Questions about Yantai

RUG president Sibrand Poppema addressed nearly one hundred employees at the Bernoulliborg about the University's partnership with China Agricultural University. He had some answers, but the staff had many critical questions.

In 2017, the RUG is meant to begin teaching its first students at University of Groningen-Yantai. But a whole lot has to happen between now and then. ‘And the sooner we can start, the better, because we are aware that it’s a tight timeframe’, president Poppema concedes.

The staff of the Faculty of Economics and Business and the Faculty of Mathematics and Natural Sciences are well aware of that, too. Poppema addressed nearly one hundred employees of the two faculties in a very full lecture hall at the Bernoulliborg about the Yantai plans so far late Tuesday afternoon.

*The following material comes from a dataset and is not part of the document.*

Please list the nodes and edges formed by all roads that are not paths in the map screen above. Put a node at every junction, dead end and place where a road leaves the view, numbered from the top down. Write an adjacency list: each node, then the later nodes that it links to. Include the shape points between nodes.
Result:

The faculties were chosen in part due to their English-taught courses offerings. Groningen currently has 22 English-taught programmes, and Poppema says Yantai could eventually offer 20 of them if everything goes according to plan. But the assembled staff had many critical questions about just how plausible it is that everything will work out on schedule, and they fired every question they had at the president for more than an hour.

Projections

The president had an answer for some of them, but not all. Multiple questions were posed about how many RUG employees would be needed for the first year. Using the chemistry department as an example, Poppema projects that two to three RUG staffers, two Chinese instructors and two international employees would be needed at first.

However, quite a few in the crowd questioned the University’s ability to attract high quality staff to teach at the branch, particularly if it would come at the expense of Groningen losing its best and brightest.

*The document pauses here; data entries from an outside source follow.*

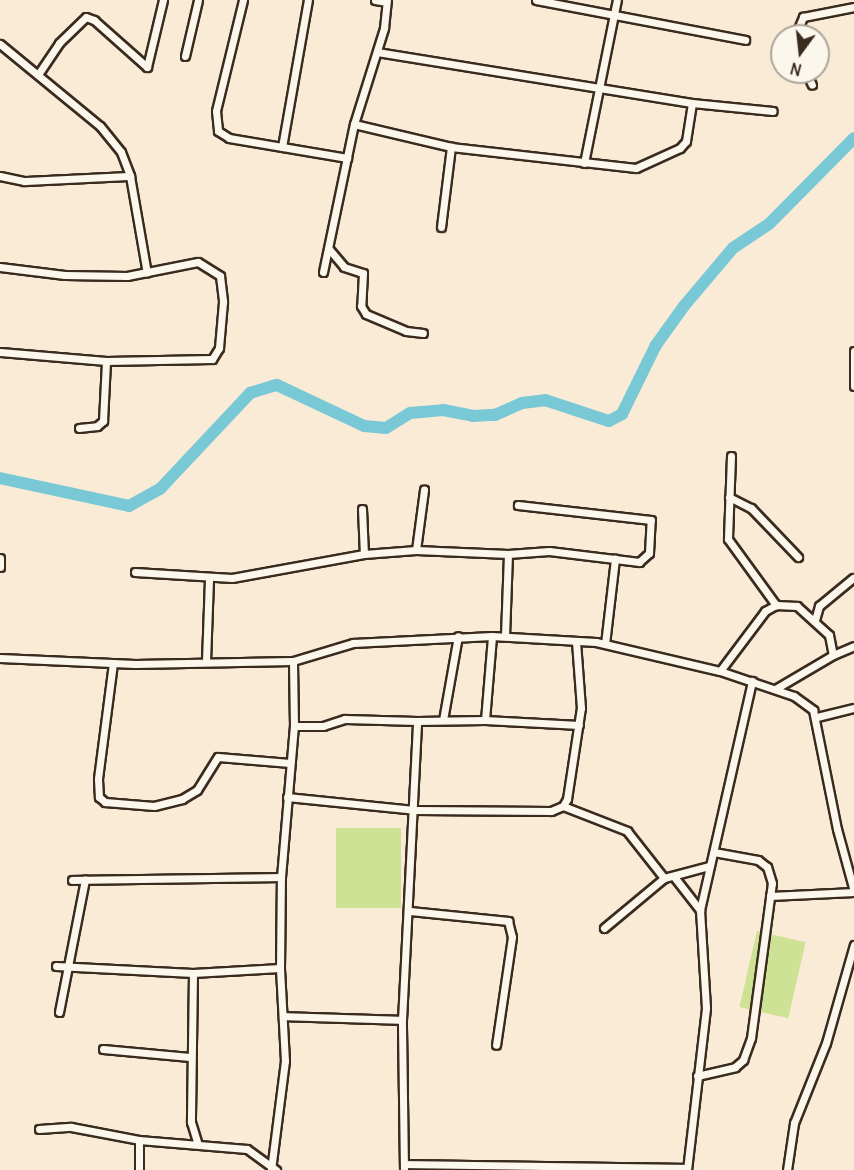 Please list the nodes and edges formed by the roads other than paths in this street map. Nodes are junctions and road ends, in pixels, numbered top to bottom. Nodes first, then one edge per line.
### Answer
1 (163, 0) edge
2 (198, 0) edge
3 (243, 0) edge
4 (308, 0) edge
5 (375, 0) edge
6 (536, 0) edge
7 (617, 0) edge
8 (386, 1) edge
9 (854, 7) edge
10 (614, 13) junction
11 (800, 24) edge
12 (745, 40) dead end
13 (0, 44) edge
14 (377, 52) junction
15 (185, 56) dead end
16 (39, 73) junction
17 (600, 88) junction
18 (692, 103) junction
19 (773, 111) dead end
20 (354, 124) junction
21 (282, 147) junction
22 (451, 147) junction
23 (347, 158) junction
24 (584, 164) junction
25 (0, 176) edge
26 (130, 176) junction
27 (441, 228) dead end
28 (329, 249) junction
29 (0, 267) edge
30 (323, 272) dead end
31 (147, 273) junction
32 (423, 333) dead end
33 (854, 351) edge
34 (0, 352) edge
35 (106, 361) junction
36 (854, 386) edge
37 (79, 428) dead end
38 (732, 456) dead end
39 (424, 490) dead end
40 (729, 497) junction
41 (518, 505) dead end
42 (362, 509) dead end
43 (416, 550) junction
44 (364, 554) junction
45 (508, 554) junction
46 (798, 557) dead end
47 (0, 558) edge
48 (615, 559) junction
49 (0, 567) edge
50 (135, 572) dead end
51 (209, 578) junction
52 (853, 578) edge
53 (776, 605) junction
54 (815, 620) junction
55 (458, 636) junction
56 (492, 636) junction
57 (505, 636) junction
58 (576, 641) junction
59 (605, 644) junction
60 (854, 646) edge
61 (833, 655) junction
62 (0, 658) edge
63 (206, 661) junction
64 (293, 661) junction
65 (113, 663) junction
66 (720, 671) junction
67 (752, 681) junction
68 (775, 689) junction
69 (854, 708) edge
70 (817, 717) junction
71 (442, 720) junction
72 (485, 720) junction
73 (417, 721) junction
74 (579, 725) junction
75 (294, 726) junction
76 (290, 763) junction
77 (287, 796) junction
78 (563, 806) junction
79 (416, 810) junction
80 (714, 852) junction
81 (709, 866) junction
82 (281, 877) junction
83 (664, 878) junction
84 (675, 878) junction
85 (72, 880) dead end
86 (85, 880) junction
87 (854, 892) edge
88 (770, 896) junction
89 (700, 910) junction
90 (410, 911) junction
91 (604, 928) dead end
92 (854, 945) edge
93 (56, 966) dead end
94 (69, 966) junction
95 (279, 968) junction
96 (193, 973) junction
97 (59, 1012) dead end
98 (283, 1016) junction
99 (402, 1020) junction
100 (496, 1045) dead end
101 (103, 1049) dead end
102 (190, 1057) junction
103 (697, 1076) junction
104 (39, 1129) dead end
105 (139, 1140) junction
106 (197, 1142) junction
107 (404, 1167) edge
108 (548, 1167) edge
109 (273, 1169) edge
110 (687, 1169) edge
111 (139, 1170) edge
112 (787, 1170) edge

1 - 16 street
2 - 15 street
3 - 21 street
4 - 21 street
5 - 8 street
6 - 10 street
7 - 10 street
8 - 14 street
9 - 11 street
10 - 12 street
10 - 17 street
13 - 16 street
14 - 17 street
14 - 20 street
16 - 26 street
17 - 18 street
17 - 24 street
18 - 19 street
18 - 24 street
20 - 22 street
20 - 23 street
21 - 23 street
22 - 24 street
22 - 27 street
23 - 28 street
25 - 26 street
26 - 31 street
28 - 30 street
28 - 32 street
29 - 31 street
31 - 35 street
33 - 36 street
34 - 35 street
35 - 37 street
38 - 40 street
39 - 43 street
40 - 46 street
40 - 53 street
41 - 48 street
42 - 44 street
43 - 44 street
43 - 45 street
44 - 51 street
45 - 48 street
45 - 57 street
47 - 49 street
48 - 59 street
50 - 51 street
51 - 63 street
52 - 54 street
53 - 54 street
53 - 66 street
54 - 61 street
55 - 56 street
55 - 64 street
55 - 71 street
56 - 57 street
56 - 72 street
57 - 58 street
58 - 59 street
58 - 74 street
59 - 66 street
60 - 61 street
61 - 68 street
62 - 65 street
63 - 64 street
63 - 65 street
64 - 75 street
65 - 76 street
66 - 67 street
67 - 68 street
67 - 80 street
68 - 70 street
69 - 70 street
70 - 87 street
71 - 72 street
71 - 73 street
72 - 74 street
73 - 75 street
73 - 79 street
74 - 78 street
75 - 76 street
76 - 77 street
77 - 79 street
77 - 82 street
78 - 79 street
78 - 83 street
79 - 90 street
80 - 81 street
80 - 88 street
81 - 84 street
81 - 89 street
82 - 86 street
82 - 95 street
83 - 84 street
83 - 91 street
84 - 89 street
85 - 86 street
86 - 94 street
87 - 88 street
88 - 103 street
89 - 103 street
90 - 99 street
90 - 100 street
92 - 112 street
93 - 94 street
94 - 96 street
94 - 97 street
95 - 96 street
95 - 98 street
96 - 102 street
98 - 99 street
98 - 109 street
99 - 107 street
101 - 102 street
102 - 106 street
103 - 110 street
104 - 105 street
105 - 106 street
105 - 111 street
106 - 109 street
107 - 108 street
108 - 110 street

When questions of costs inevitably came up, Poppema reiterated that Yantai will be paying every penny of the operation for the first five years. ‘The reason the city wants to invest in this is because they need students to work at the companies in the city, and they want the school itself to collaborate with those Chinese and international companies.’

Better paid

As for student tuition fees and staff compensation, Poppema also offered some clarity. The proposed cost for attendance will be 12,000 euros. More interesting to the audience was the president’s assertion that RUG staff who choose to go to Yantai will be paid the same wages, if not more, for teaching in China. The non-RUG staff who are hired to teach at Yantai will have to come to Groningen for teacher training, according to the proposed charter.

Although CAU has dealt with two missed opportunities in the past – a policy change preventing branches and University College Dublin backing out – Poppema says that Wageningen University did not present a third disappointment. According to Resource, a business developer for the Dutch university in China was approached about working with China Agricultural University, but a Wageningen University spokesperson clarifies that the offer never formally reached the board of directors for consideration.

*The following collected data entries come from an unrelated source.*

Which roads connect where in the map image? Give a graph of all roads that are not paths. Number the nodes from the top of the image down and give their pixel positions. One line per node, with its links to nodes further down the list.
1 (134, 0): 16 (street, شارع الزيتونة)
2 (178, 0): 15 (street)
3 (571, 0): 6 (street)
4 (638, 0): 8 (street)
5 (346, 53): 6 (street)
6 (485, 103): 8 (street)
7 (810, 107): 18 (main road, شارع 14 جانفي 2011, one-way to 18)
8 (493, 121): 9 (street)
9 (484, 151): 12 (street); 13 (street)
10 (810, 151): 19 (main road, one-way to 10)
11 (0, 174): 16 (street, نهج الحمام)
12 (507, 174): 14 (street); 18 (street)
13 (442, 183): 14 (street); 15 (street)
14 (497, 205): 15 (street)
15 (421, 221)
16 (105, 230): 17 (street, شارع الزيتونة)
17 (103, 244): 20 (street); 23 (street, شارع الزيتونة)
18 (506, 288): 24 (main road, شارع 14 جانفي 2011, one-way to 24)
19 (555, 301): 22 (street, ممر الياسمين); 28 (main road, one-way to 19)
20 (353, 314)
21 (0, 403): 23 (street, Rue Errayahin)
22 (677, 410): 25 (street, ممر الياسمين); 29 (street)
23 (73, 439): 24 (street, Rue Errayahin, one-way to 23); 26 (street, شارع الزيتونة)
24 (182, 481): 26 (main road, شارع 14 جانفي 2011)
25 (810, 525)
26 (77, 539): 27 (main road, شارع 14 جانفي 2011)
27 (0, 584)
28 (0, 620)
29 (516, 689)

‘Between us and ourselves’

But for the RUG staff, accreditation and quality assurance were the overriding concerns. Poppema has a ready answer: due to the existing arrangement from the NVAO – the Dutch accreditation agency – requiring international branch campus students to spend at least one year in the Netherlands, the Yantai plan amounts to ‘a double degree between us and ourselves’, Poppema says.

In that arrangement, ‘us’ is the RUG and ‘ourselves’ is the University of Groningen-Yantai. RUG lawyers, the NVAO and the Dutch ministry of education appear to agree that the three years students spend at the Yantai would not reflect on Groningen’s accreditation.

The current phase of development is a memorandum of understanding between the RUG and CAU, and a charter for the new university. The next step is for Groningen to submit their requirements for the campus and a budget proposal to the city of Yantai. The plans still require approval by the province of Shandong and the Chinese Ministry of Education after that.

Groningen has two years and five months to staff the new university, but there is a window of opportunity that would have to close before that: the RUG has up to a year for a ‘go or no go’ decision – but once they have recruited students, they can no longer back out.